Congressman Henry Waxman headed back to work
LOS ANGELES (Reuters) - U.S. Representative Henry Waxman, hospitalized in Los Angeles for a fainting spell days after spearheading House passage of a landmark climate change bill, will be back at work on Capitol Hill next week, a spokeswoman said on Thursday.
Doctors at Cedars-Sinai Medical Center, where Waxman, 69, was admitted on Tuesday after collapsing in his district office, planned to discharge the veteran California Democrat on Thursday, spokeswoman Karen Lightfoot said.
Waxman had returned to Los Angeles after leading the effort that on Friday won House passage of legislation to slash greenhouse gas emissions blamed for global warming, a major part of President Barack Obama's domestic agenda.

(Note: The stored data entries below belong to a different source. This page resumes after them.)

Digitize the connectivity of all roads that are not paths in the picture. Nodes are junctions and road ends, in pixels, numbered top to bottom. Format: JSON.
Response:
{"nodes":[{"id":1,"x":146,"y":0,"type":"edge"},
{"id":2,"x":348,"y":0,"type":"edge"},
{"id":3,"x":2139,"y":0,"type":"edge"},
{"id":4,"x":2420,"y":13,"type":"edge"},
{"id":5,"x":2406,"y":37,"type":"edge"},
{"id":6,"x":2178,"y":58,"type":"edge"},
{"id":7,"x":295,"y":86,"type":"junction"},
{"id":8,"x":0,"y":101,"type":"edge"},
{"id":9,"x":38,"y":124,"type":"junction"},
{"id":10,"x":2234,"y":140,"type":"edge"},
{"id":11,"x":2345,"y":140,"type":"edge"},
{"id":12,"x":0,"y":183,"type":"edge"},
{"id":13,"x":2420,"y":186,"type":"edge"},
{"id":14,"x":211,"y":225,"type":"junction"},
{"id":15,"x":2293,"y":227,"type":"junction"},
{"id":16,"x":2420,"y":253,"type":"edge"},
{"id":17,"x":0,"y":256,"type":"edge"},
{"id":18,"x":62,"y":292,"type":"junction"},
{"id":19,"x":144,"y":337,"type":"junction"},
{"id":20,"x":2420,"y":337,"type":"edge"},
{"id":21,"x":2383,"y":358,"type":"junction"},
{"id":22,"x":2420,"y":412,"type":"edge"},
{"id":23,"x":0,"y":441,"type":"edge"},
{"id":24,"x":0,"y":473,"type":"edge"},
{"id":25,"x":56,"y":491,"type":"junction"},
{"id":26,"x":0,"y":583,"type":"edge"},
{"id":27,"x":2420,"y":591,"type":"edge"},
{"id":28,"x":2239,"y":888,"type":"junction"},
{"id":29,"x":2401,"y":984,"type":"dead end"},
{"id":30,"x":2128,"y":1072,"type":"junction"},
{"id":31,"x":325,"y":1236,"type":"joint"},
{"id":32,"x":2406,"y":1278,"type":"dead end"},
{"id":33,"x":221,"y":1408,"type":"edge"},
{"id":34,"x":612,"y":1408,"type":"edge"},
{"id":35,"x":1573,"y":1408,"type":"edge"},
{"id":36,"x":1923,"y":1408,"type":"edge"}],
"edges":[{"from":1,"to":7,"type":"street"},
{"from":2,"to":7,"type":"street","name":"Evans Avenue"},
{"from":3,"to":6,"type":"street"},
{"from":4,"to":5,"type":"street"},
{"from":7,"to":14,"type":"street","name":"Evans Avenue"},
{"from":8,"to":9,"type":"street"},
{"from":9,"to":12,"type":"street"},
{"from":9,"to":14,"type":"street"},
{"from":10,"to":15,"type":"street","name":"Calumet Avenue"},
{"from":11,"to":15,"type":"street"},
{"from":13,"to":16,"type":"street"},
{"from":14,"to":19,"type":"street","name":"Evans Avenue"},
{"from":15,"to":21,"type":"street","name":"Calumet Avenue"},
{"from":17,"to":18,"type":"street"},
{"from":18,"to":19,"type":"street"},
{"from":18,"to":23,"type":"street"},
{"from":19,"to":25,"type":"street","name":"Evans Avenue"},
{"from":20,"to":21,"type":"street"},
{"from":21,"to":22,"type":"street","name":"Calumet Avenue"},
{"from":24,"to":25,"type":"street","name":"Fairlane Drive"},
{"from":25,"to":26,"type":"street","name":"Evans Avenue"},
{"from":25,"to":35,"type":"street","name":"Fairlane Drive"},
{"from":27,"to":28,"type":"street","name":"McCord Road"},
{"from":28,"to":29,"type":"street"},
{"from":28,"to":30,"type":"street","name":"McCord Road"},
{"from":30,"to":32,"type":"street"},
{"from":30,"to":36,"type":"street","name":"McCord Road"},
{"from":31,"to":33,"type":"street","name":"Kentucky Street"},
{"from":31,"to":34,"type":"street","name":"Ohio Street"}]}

Waxman underwent "routine testing" while hospitalized and was feeling fine by the next day, Lightfoot said, but she offered no information about what led to his fainting spell.
"He is in good health and will be back to work in Washington next week," Lightfoot said in a statement.
Congress has been recessed all this week.
First elected to the House in 1974, Waxman became chairman this year of the powerful House Energy and Commerce Committee, which has jurisdiction over major environmental and energy legislation. He was chief sponsor of the newly passed climate change bill that bears his name.